8. In 2023, the QMU team worked with the WHO to develop a manual to guide strategies for health financing (and potentially public financial management) reforms, using PEA thinking, for use at country level. This is intended to complement the health financing progress matrices [opens new tab] which Sophie Witter helped to shape, and for which DFID/FCDO has provided important impetus and support. These provide technical analysis of progress towards a stronger health financing system and priority areas for future development.
ReBUILD members have contributed to raising recognition of the importance of political thinking and acting in a key organisation in the field of UHC. This is demonstrated by the new workstream created and by the numerous outputs which have been developed and shared. In this work, WHO’s health financing unit was ahead of other sections of WHO but may well influence their practice, as other areas (like human resources for health) raise important questions of power, interests and framing, that can impede progress if not recognised and well managed.
This change in approach is expected to feed into improved engagement in country support, including in FASP settings and in relation to crises (which in some cases may offer windows of opportunity for change) and hence services and financial protection for vulnerable populations in particular.
It is notable that in this area, progress has been achieved by close collaboration between ReBUILD staff, WHO and FCDO.
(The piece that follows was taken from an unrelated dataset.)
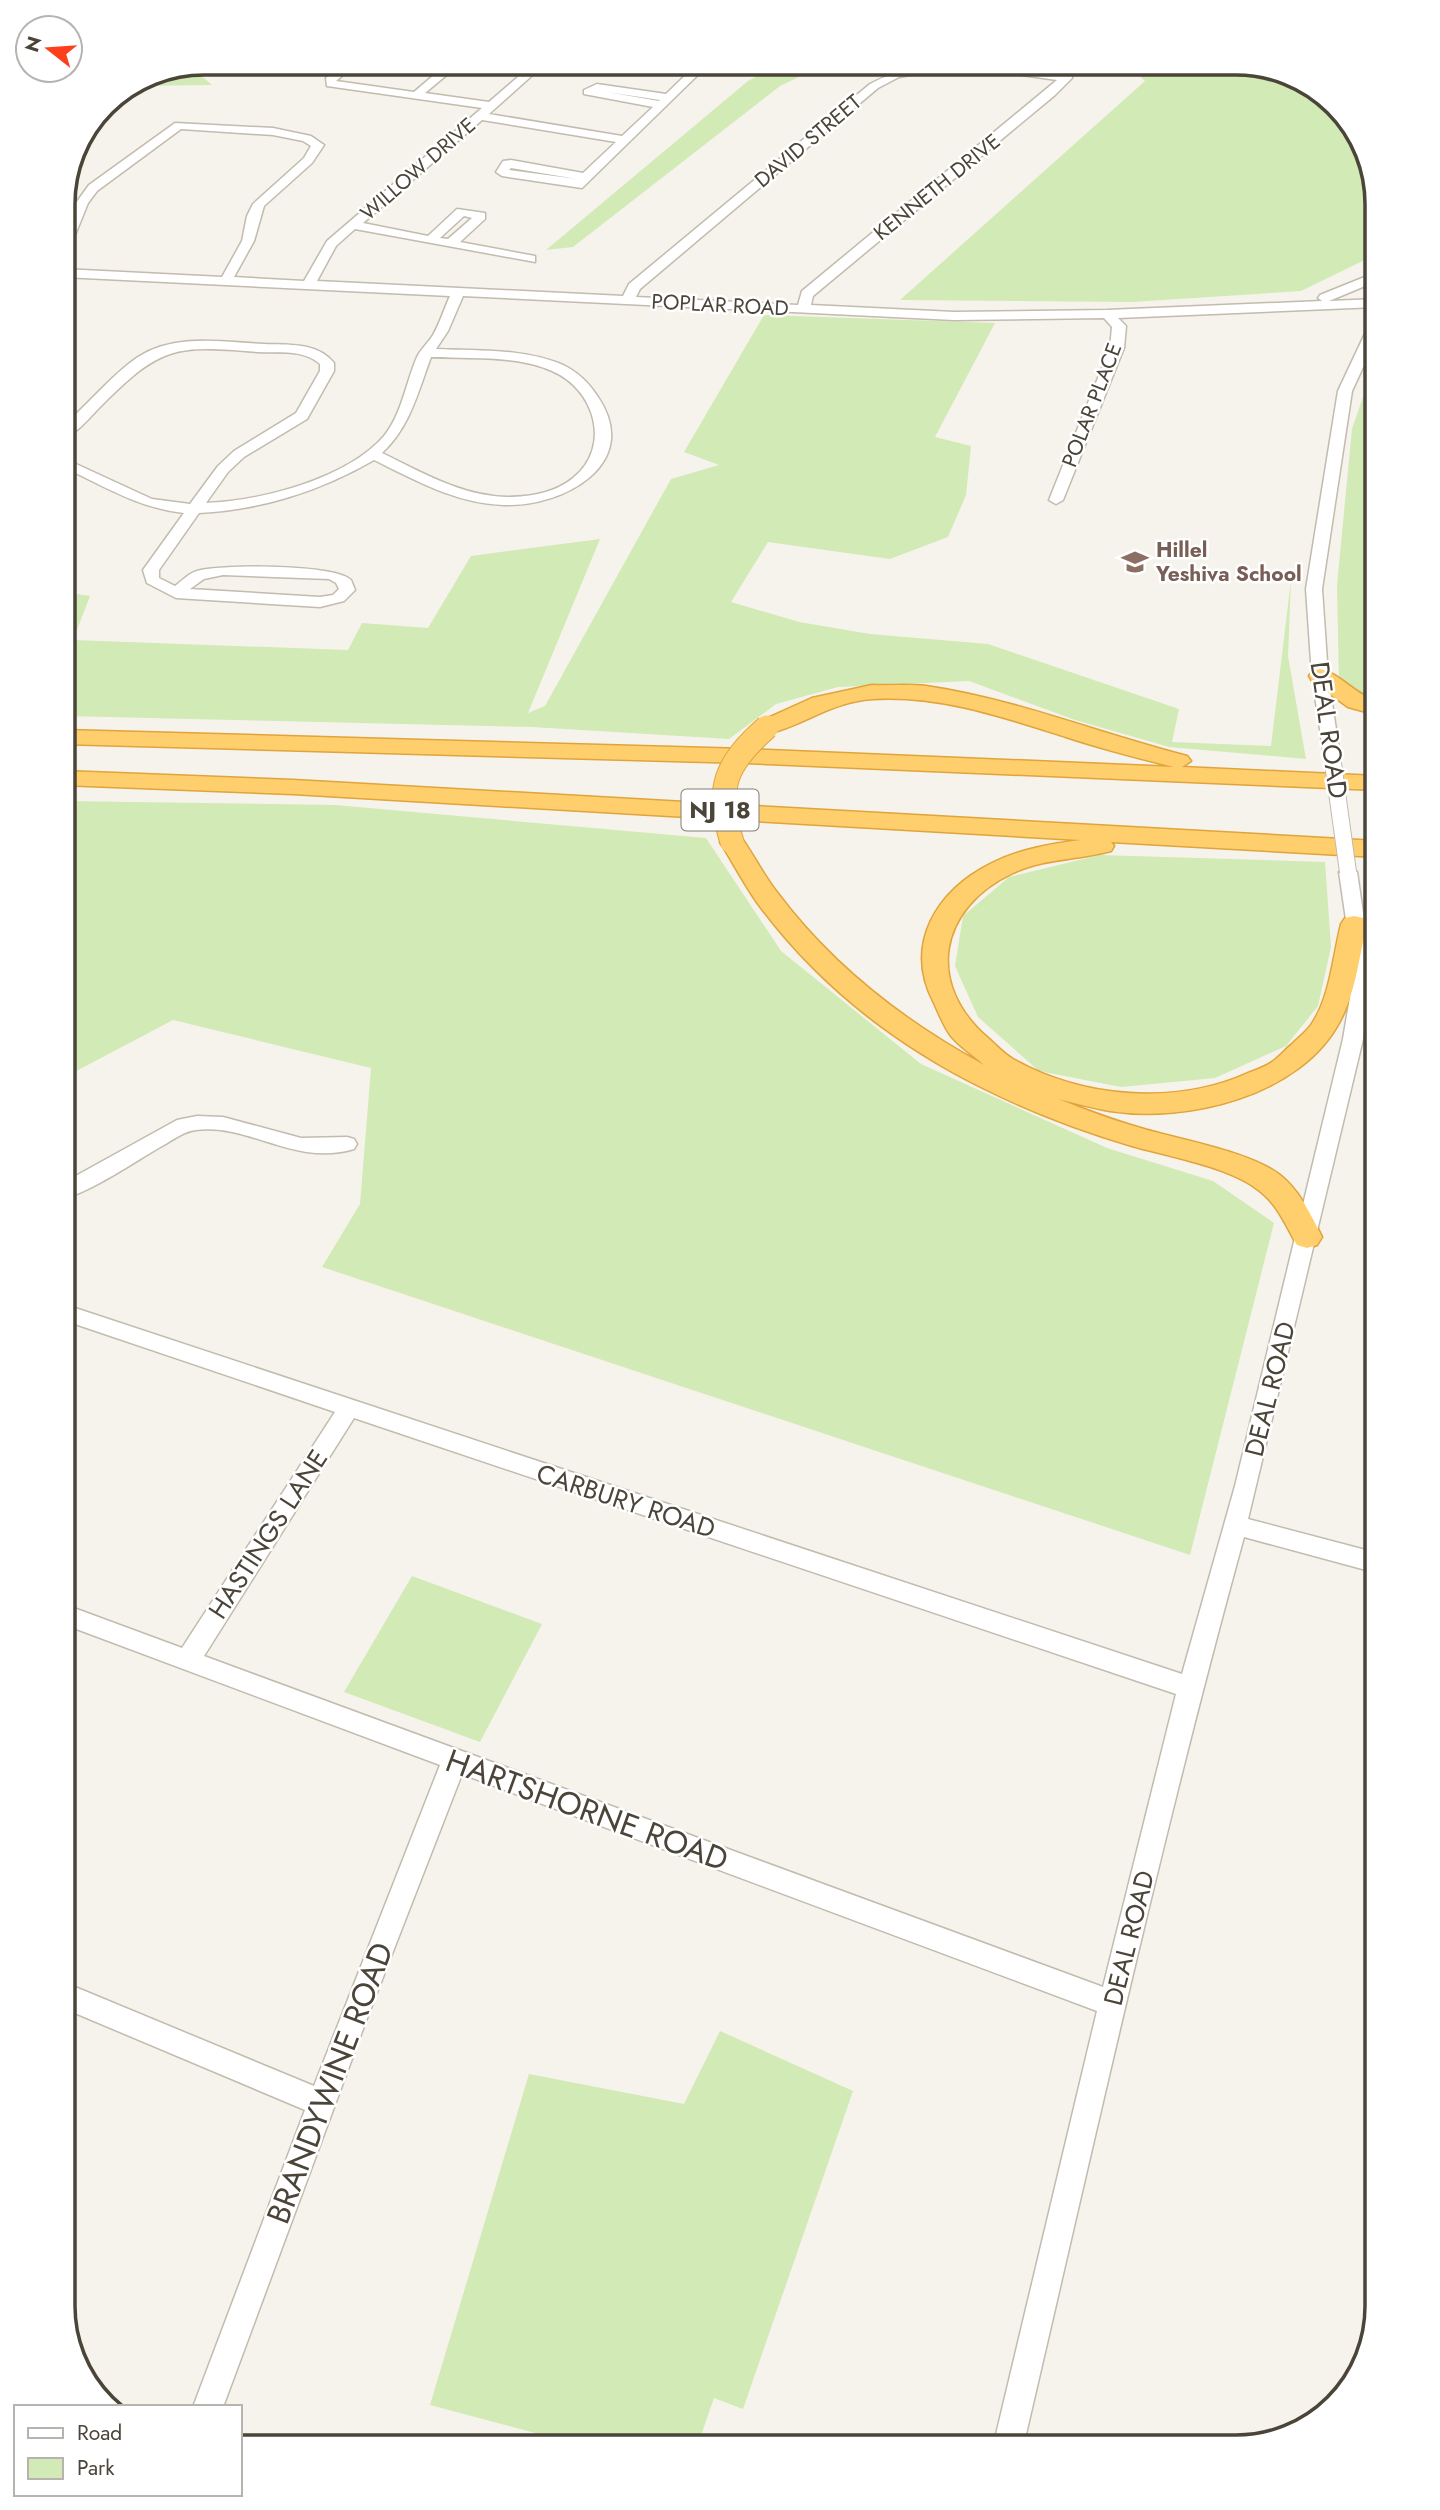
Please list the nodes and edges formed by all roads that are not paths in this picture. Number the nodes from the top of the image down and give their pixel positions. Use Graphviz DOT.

Box 1. Recommendations for DFID and WHO from independent evaluation, 2017
Recommendation 3: that the Theory of Change be more nuanced to reflect the political economy dimensions of using evidence to drive change
The main difficulty with the existing Theory is that it takes a rather linear, technocratic and mechanistic view that good evidence, almost by itself, will be instrumental in making UHC health financing policies and budgets more rational and effective. But it is clear from decades of history that even unimpeachable scientific evidence – on the dangers of tobacco use, on childhood under-nutrition, or on the benefits of breastfeeding and immunisation – has not always led to rapid or effective changes in policies and programmes… DFID should consider rewriting it so that it is more nuanced and realistic. In particular, it would need to have a clearer recognition of the political economy factors that facilitate or inhibit the use of evidence as a driver of health-financing reform. This is particularly true in the case of fragile and conflict-affected states.
Recommendation 9: WHO should make better use of political economy analysis principles when engaging with countries, including by ensuring that policy advice is given at the right time, to the right people (including politicians), and in the right way.
Raising taxes, and changing the priorities as to who gets what, when and how for health care through changes in resource allocation formulas are essentially political decisions. As a UN agency, the WHO is careful to avoid any accusation of political interference in domestic settings. However, at the same time, the WHO health financing work stream does help to inform the political decision-making process. For example, in both Tanzania and South Africa, the WHO has briefed parliamentary committees on issues relating to national health insurance. Indeed, the briefing by the WHO to the South African Parliamentary Committee in January appears to have helped achieve the decision to apply a sugar tax on beverages. However, KIs in Cote D’Ivoire and Nigeria observed that the WHO could do more in terms of engaging politicians more directly. The Review Team agrees in principle, but notes that in doing so the WHO would need to adapt its messaging to shorter, sharper advocacy with a focus on how to implement health financing reform. Short, factually-based policy notes at key points in the election or budget cycle – including on ‘the costs of doing nothing’ in health financing – could well be relevant and influential’.